Capitalize first letter of string

Question

I am trying to capitalize the first character of a std::string , using the same method mentioned here . For example for the following program

#include <cctype>
#include <iostream>
#include <string>

int main()
{
    std::string name = "foobar";
    name[0] = std::toupper(name[0]);
    std::cout << name;
}

I am expecting the output to be

Foobar

When I compile this online (using GCC 4.9.2) I get the correct output without any warnings . However, when I compile the same code in Visual Studio 2013, I get a warning during the assignment back from toupper

warning C4244: '=' : conversion from 'int' to 'char', possible loss of data

Is the above method valid according to the C++ standard or is the warning correct? Otherwise is this just a false warning by Visual Studio?

Answer 1

std::toupper comes from the C standard, not C++, and has an annoying interface in that it takes and returns an int not a char . Using static_cast<char>(std::toupper(name[0])) will suit you.

Answer 2

The warning is correct as far the types go; the type of std::toupper as defined in the standard is:

int toupper( int ch );

Mostly because it's a remnant from the dark C ages (the cctype header is a hint at that).

However, this is just a part of the story. There's another toupper residing in the locale header:

template< class charT >
charT toupper( charT ch, const locale& loc );

This one shouldn't give you any warnings. If you're not sure what locale to provide, std::locale() will give you the default one.

Answer 3

The warning is correct, compiler will implicitly cast from int to char but this might cause lost of data in some cases. To see warning under gcc you need to add -Wconversion compiler option.

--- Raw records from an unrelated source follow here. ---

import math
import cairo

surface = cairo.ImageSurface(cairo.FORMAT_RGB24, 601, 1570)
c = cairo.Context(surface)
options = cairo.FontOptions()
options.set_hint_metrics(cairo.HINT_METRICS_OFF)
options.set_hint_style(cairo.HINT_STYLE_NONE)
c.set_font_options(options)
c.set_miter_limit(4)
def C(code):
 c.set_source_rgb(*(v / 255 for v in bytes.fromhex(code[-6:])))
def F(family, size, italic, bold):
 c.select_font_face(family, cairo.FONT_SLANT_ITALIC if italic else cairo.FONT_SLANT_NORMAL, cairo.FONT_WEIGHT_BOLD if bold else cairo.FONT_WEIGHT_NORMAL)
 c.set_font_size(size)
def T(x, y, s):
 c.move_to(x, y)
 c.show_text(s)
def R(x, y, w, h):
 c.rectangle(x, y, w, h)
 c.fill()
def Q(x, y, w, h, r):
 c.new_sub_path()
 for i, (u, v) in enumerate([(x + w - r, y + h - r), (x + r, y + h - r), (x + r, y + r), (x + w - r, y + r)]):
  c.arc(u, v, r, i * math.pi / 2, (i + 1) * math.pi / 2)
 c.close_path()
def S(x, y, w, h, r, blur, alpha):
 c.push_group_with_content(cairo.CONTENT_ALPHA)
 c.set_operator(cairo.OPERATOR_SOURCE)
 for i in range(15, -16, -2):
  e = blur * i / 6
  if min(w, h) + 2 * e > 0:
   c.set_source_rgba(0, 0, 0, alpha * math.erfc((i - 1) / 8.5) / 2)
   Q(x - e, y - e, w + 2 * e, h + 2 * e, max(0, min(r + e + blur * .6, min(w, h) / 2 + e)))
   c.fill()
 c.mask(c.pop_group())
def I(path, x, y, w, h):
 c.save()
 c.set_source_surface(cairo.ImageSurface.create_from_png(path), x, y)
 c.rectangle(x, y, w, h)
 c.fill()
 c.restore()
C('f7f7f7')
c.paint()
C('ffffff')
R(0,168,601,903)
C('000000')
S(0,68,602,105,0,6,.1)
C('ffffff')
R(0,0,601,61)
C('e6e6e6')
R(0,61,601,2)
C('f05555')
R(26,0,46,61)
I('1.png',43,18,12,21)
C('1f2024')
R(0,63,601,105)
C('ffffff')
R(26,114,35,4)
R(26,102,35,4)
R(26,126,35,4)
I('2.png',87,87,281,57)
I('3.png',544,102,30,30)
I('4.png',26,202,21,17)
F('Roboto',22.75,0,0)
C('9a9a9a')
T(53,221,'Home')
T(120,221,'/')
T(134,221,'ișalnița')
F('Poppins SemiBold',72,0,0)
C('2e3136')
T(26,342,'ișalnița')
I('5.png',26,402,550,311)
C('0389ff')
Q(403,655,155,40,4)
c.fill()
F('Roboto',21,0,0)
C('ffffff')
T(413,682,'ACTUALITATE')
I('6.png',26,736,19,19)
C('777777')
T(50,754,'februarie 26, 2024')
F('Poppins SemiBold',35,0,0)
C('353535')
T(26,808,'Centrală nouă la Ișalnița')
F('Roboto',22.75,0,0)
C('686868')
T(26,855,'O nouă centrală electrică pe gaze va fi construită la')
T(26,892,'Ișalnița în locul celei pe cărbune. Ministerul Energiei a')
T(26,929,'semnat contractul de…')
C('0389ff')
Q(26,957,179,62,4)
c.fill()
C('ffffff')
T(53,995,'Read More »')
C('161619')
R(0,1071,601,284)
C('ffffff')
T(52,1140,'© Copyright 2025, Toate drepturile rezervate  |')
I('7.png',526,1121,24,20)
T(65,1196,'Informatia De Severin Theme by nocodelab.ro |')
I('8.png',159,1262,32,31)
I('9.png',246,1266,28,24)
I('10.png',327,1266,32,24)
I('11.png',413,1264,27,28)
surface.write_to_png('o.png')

Which will generate:

main.cpp: In function 'int main()':
main.cpp:8:13: warning: conversion to '__gnu_cxx::__alloc_traits<std::allocator<char> >::value_type {aka char}' from 'int' may alter its value [-Wconversion]
     name[0] = std::toupper(name[0]);
             ^
Foobar

Why it is not present when -Wall is set, read here:

https://gcc.gnu.org/wiki/NewWconversion

Why isn't Wconversion enabled by -Wall or at least by -Wextra?

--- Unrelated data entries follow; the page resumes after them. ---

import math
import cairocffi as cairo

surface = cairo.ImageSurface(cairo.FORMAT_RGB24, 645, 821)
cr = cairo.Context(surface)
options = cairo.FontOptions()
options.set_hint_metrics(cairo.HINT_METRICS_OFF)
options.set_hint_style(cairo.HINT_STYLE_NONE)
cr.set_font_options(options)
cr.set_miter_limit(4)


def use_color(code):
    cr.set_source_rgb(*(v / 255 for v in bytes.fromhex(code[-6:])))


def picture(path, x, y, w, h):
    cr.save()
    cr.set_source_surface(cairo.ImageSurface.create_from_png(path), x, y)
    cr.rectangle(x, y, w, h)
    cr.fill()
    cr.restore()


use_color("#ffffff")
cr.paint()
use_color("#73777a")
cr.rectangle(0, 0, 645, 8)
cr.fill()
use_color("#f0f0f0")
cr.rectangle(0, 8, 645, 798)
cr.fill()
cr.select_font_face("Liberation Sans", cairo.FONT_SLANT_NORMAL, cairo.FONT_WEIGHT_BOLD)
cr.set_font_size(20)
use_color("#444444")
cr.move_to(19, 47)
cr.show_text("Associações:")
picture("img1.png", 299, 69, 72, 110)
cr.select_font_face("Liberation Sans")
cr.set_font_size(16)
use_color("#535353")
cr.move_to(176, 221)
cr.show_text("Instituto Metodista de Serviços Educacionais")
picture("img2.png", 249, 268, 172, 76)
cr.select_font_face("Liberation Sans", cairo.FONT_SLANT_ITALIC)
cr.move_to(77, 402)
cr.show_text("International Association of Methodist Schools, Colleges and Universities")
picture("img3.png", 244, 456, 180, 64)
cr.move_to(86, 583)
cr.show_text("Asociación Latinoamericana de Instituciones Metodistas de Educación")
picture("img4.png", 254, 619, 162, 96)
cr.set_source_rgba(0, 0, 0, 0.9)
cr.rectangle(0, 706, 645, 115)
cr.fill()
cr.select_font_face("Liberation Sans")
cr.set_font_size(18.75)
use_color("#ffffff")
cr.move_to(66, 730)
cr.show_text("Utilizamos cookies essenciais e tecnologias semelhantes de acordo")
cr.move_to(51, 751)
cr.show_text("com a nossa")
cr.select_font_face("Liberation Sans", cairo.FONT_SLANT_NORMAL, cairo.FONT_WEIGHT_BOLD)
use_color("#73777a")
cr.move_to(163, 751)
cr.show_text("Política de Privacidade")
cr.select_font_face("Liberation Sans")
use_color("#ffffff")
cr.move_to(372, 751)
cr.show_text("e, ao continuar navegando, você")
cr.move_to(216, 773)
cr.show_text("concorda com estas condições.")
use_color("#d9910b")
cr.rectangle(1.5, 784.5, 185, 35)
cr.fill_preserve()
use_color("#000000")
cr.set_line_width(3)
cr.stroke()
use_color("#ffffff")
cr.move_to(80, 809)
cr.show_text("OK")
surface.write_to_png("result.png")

Implicit conversions are very common in C. This tied with the fact that there is no data-flow in front-ends (see next question) results in hard to avoid warnings for perfectly working and valid code. Wconversion is designed for a niche of uses (security audits, porting 32 bit code to 64 bit, etc.) where the programmer is willing to accept and workaround invalid warnings. Therefore, it shouldn't be enabled if it is not explicitly requested.